# What you have to do
In the records, find every line with the word "lane" and copy it out.

[Stored items]
====

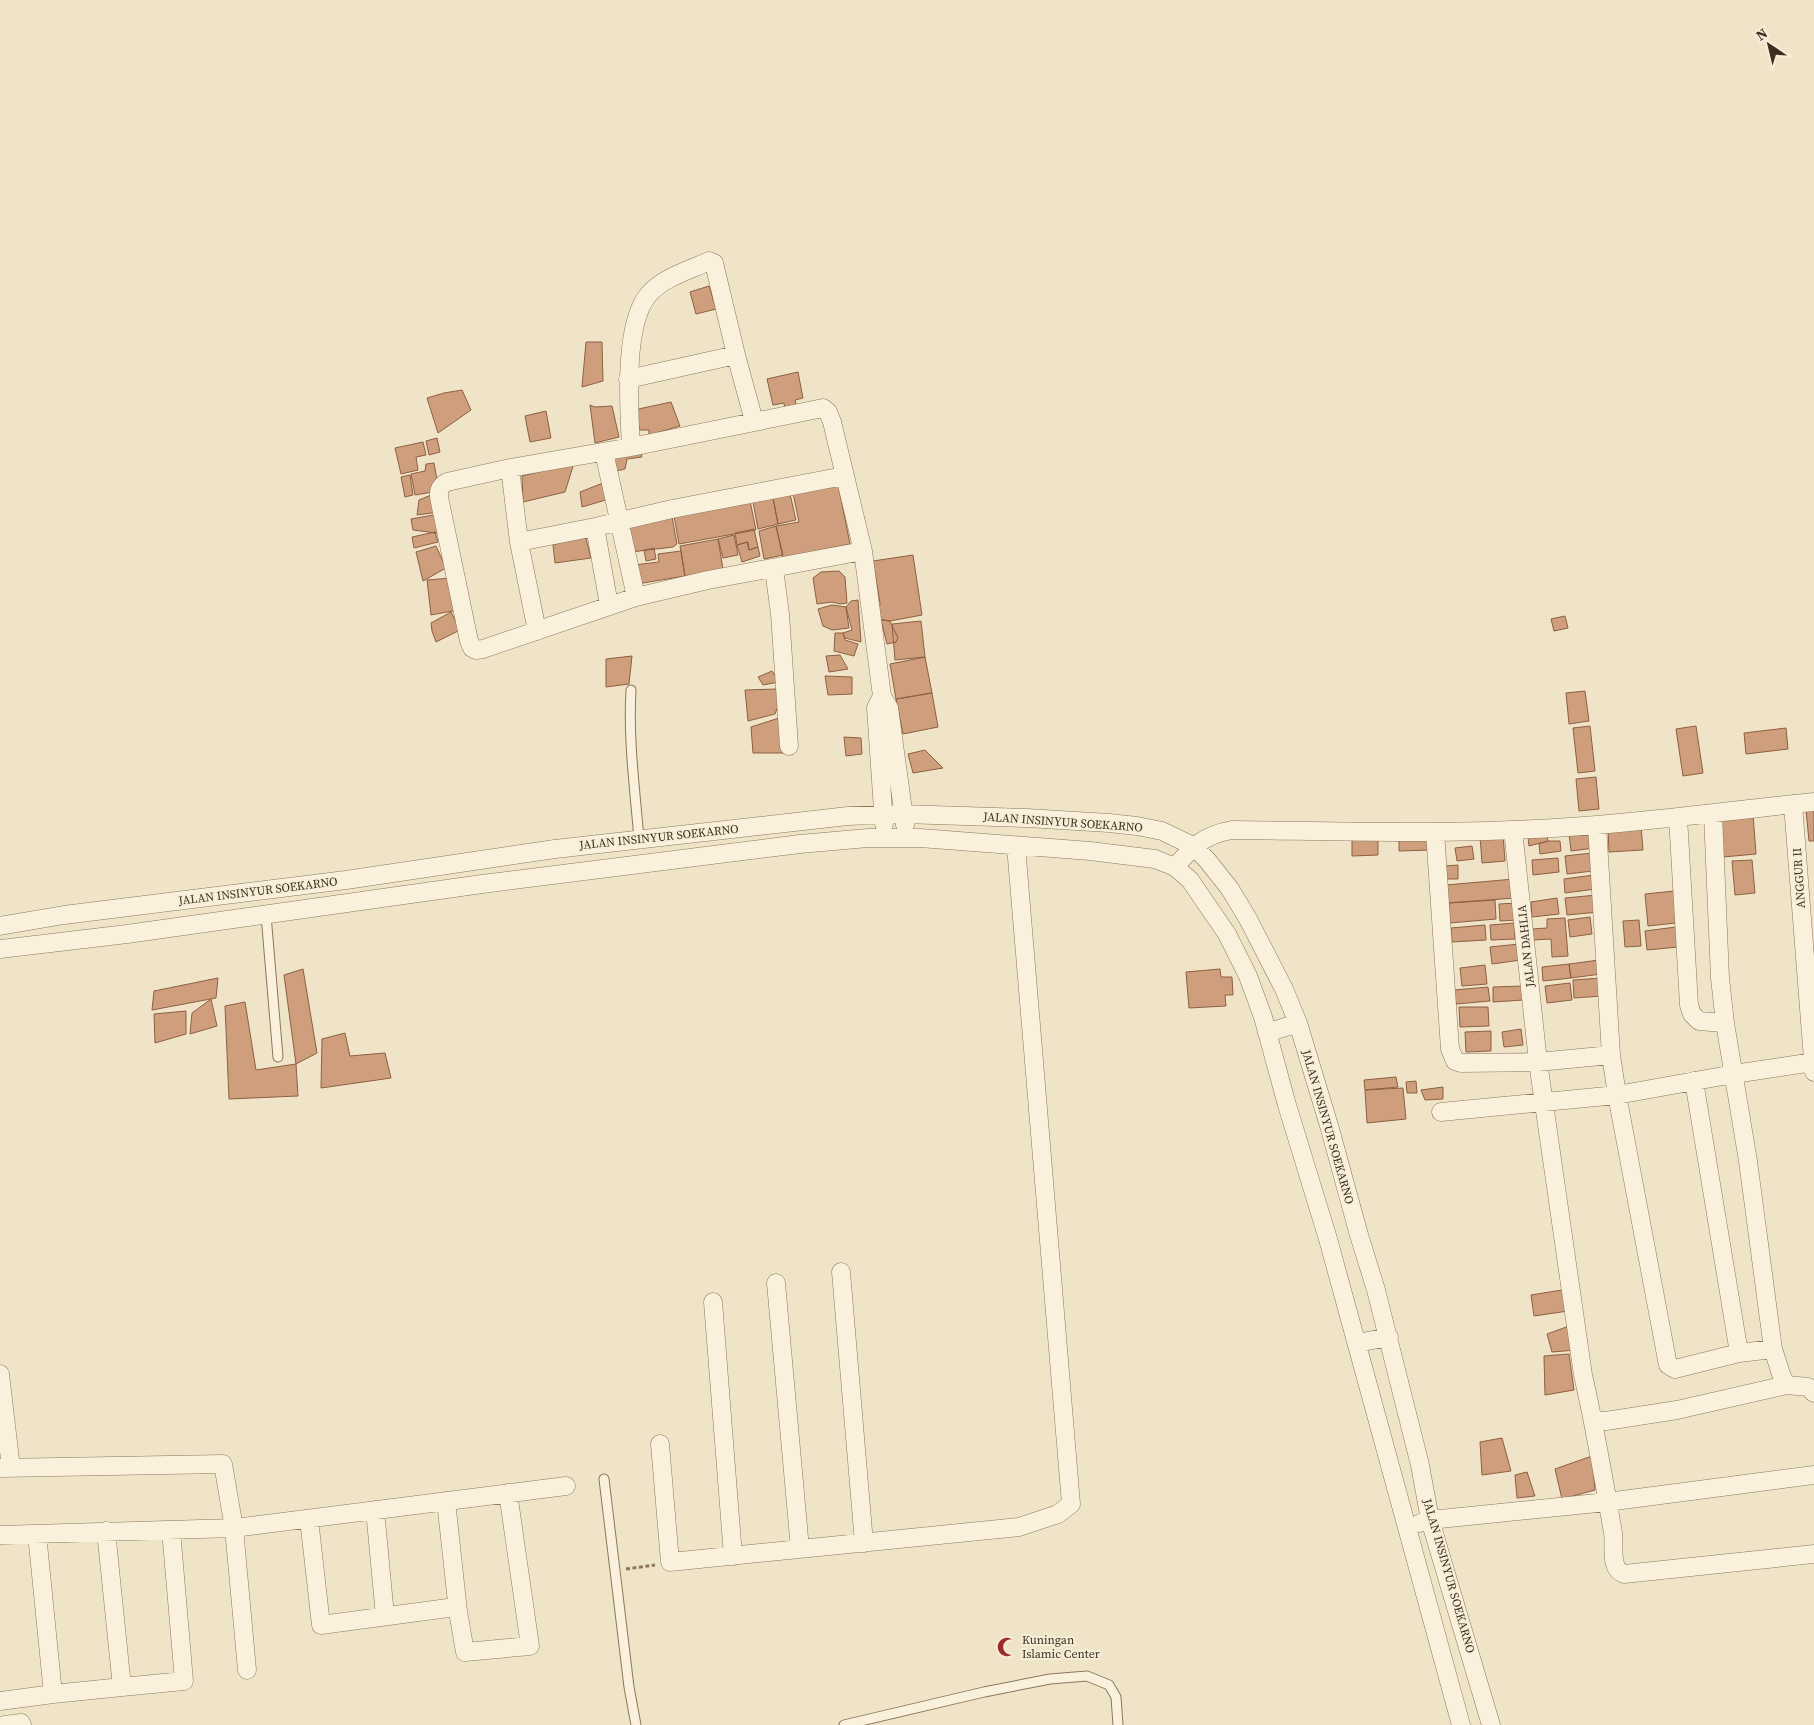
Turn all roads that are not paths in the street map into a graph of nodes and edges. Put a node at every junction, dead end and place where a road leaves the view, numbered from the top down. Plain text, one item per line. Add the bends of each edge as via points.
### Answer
1 (736, 355) junction
2 (628, 379) junction
3 (754, 421) junction
4 (631, 447) junction
5 (604, 452) junction
6 (510, 468) junction
7 (844, 476) junction
8 (619, 521) junction
9 (595, 527) junction
10 (519, 542) junction
11 (863, 551) junction
12 (774, 569) junction
13 (636, 597) junction
14 (609, 605) junction
15 (537, 631) junction
16 (631, 690) dead end
17 (882, 696) junction
18 (790, 746) dead end
19 (1814, 802) edge
20 (1793, 804) junction
21 (883, 814) junction
22 (903, 814) junction
23 (1713, 814) junction
24 (1678, 817) junction
25 (1597, 825) junction
26 (1513, 830) junction
27 (1435, 832) junction
28 (886, 838) junction
29 (908, 838) junction
30 (639, 839) junction
31 (1016, 846) junction
32 (1193, 846) junction
33 (489, 860) junction
34 (1175, 866) junction
35 (491, 883) junction
36 (266, 915) junction
37 (0, 926) edge
38 (0, 949) edge
39 (1298, 1023) junction
40 (1725, 1023) junction
41 (1267, 1033) junction
42 (1611, 1055) junction
43 (278, 1057) dead end
44 (1538, 1062) junction
45 (1814, 1066) edge
46 (1734, 1074) junction
47 (1694, 1081) junction
48 (1617, 1095) junction
49 (1544, 1104) junction
50 (1441, 1112) dead end
51 (841, 1272) dead end
52 (776, 1283) dead end
53 (713, 1302) dead end
54 (1389, 1337) junction
55 (1357, 1344) junction
56 (1773, 1349) junction
57 (1739, 1352) junction
58 (0, 1374) edge
59 (1786, 1385) junction
60 (1814, 1393) edge
61 (1594, 1420) junction
62 (660, 1444) dead end
63 (5, 1468) edge
64 (1814, 1475) edge
65 (604, 1479) dead end
66 (566, 1486) dead end
67 (508, 1494) junction
68 (446, 1501) junction
69 (1607, 1502) junction
70 (375, 1510) junction
71 (309, 1519) junction
72 (1430, 1520) junction
73 (1408, 1526) junction
74 (234, 1528) junction
75 (171, 1530) junction
76 (106, 1531) junction
77 (37, 1534) junction
78 (0, 1535) edge
79 (864, 1543) junction
80 (800, 1549) junction
81 (1814, 1554) edge
82 (732, 1556) junction
83 (448, 1608) dead end
84 (385, 1616) junction
85 (247, 1670) dead end
86 (122, 1686) junction
87 (53, 1694) junction
88 (0, 1701) edge
89 (5, 1725) edge
90 (22, 1725) edge
91 (636, 1725) edge
92 (844, 1725) edge
93 (1118, 1725) edge
94 (1461, 1725) edge
95 (1492, 1725) edge

1 - 2 street
1 - 2 street via 714,262 709,261 659,285 641,305
1 - 3 street
2 - 4 street
3 - 4 street
3 - 7 street via 823,408 832,422
4 - 5 street
5 - 6 street
5 - 8 street
6 - 10 street
6 - 15 street via 447,482 438,495 472,648 483,649
7 - 8 street
7 - 11 street
8 - 9 street
8 - 13 street
9 - 10 street
9 - 14 street
10 - 15 street
11 - 12 street
11 - 17 street
12 - 13 street
12 - 18 street
13 - 14 street
14 - 15 street
16 - 30 lane via 630,723
17 - 21 street via 876,708
17 - 22 street via 889,708
19 - 20 street
20 - 23 street
20 - 45 street, ANGGUR II
21 - 22 street, JALAN INSINYUR SOEKARNO
21 - 28 street
21 - 30 street, JALAN INSINYUR SOEKARNO
22 - 29 street
22 - 32 street, JALAN INSINYUR SOEKARNO via 1137,826 1162,832
23 - 24 street
23 - 40 street
24 - 25 street
24 - 40 street via 1689,1006 1699,1021
25 - 26 street
25 - 42 street
26 - 27 street
26 - 44 street, JALAN DAHLIA
27 - 32 street via 1232,830 1210,836
27 - 44 street via 1451,1055 1461,1064
28 - 29 street, JALAN INSINYUR SOEKARNO
28 - 35 street, JALAN INSINYUR SOEKARNO via 800,844
29 - 31 street, JALAN INSINYUR SOEKARNO
30 - 33 street, JALAN INSINYUR SOEKARNO
31 - 34 street, JALAN INSINYUR SOEKARNO via 1140,857
31 - 79 street via 1071,1504 1058,1514 1019,1527
32 - 34 street
32 - 39 street, JALAN INSINYUR SOEKARNO via 1230,889 1248,919 1284,988
33 - 35 street
33 - 37 street, JALAN INSINYUR SOEKARNO
34 - 41 street, JALAN INSINYUR SOEKARNO via 1190,880 1227,934 1248,976
35 - 36 street, JALAN INSINYUR SOEKARNO
36 - 38 street, JALAN INSINYUR SOEKARNO
36 - 43 lane
39 - 41 street
39 - 54 street, JALAN INSINYUR SOEKARNO
40 - 46 street
41 - 55 street, JALAN INSINYUR SOEKARNO
42 - 44 street
42 - 48 street
44 - 49 street, JALAN DAHLIA
45 - 46 street
46 - 47 street
46 - 56 street
47 - 48 street
47 - 57 street
48 - 49 street
48 - 57 street via 1668,1365 1675,1370
49 - 50 street
49 - 61 street, JALAN DAHLIA via 1583,1375
51 - 79 street
52 - 80 street
53 - 82 street
54 - 55 street
54 - 72 street, JALAN INSINYUR SOEKARNO
55 - 73 street, JALAN INSINYUR SOEKARNO
56 - 57 street
56 - 59 street
58 - 63 street
59 - 60 street via 1808,1387
59 - 61 street via 1677,1410
61 - 69 street, JALAN DAHLIA
62 - 82 street via 670,1562
63 - 74 street via 223,1464
64 - 69 street
65 - 91 lane
66 - 67 street
67 - 68 street
67 - 68 street via 530,1646 465,1652
68 - 70 street
69 - 72 street
69 - 81 street, JALAN DAHLIA via 1615,1568 1624,1574
70 - 71 street
70 - 84 street
71 - 74 street
71 - 84 street via 321,1625
72 - 73 street
72 - 95 street, JALAN INSINYUR SOEKARNO
73 - 94 street, JALAN INSINYUR SOEKARNO
74 - 75 street
74 - 85 street
75 - 76 street
75 - 86 street via 184,1681
76 - 77 street
76 - 86 street
77 - 78 street
77 - 87 street
79 - 80 street
80 - 82 street
83 - 84 street
86 - 87 street
87 - 88 street
89 - 90 street
92 - 93 lane via 994,1690 1050,1679 1087,1676 1109,1685 1116,1697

====

# Task output
16 - 30 lane via 630,723
36 - 43 lane
65 - 91 lane
92 - 93 lane via 994,1690 1050,1679 1087,1676 1109,1685 1116,1697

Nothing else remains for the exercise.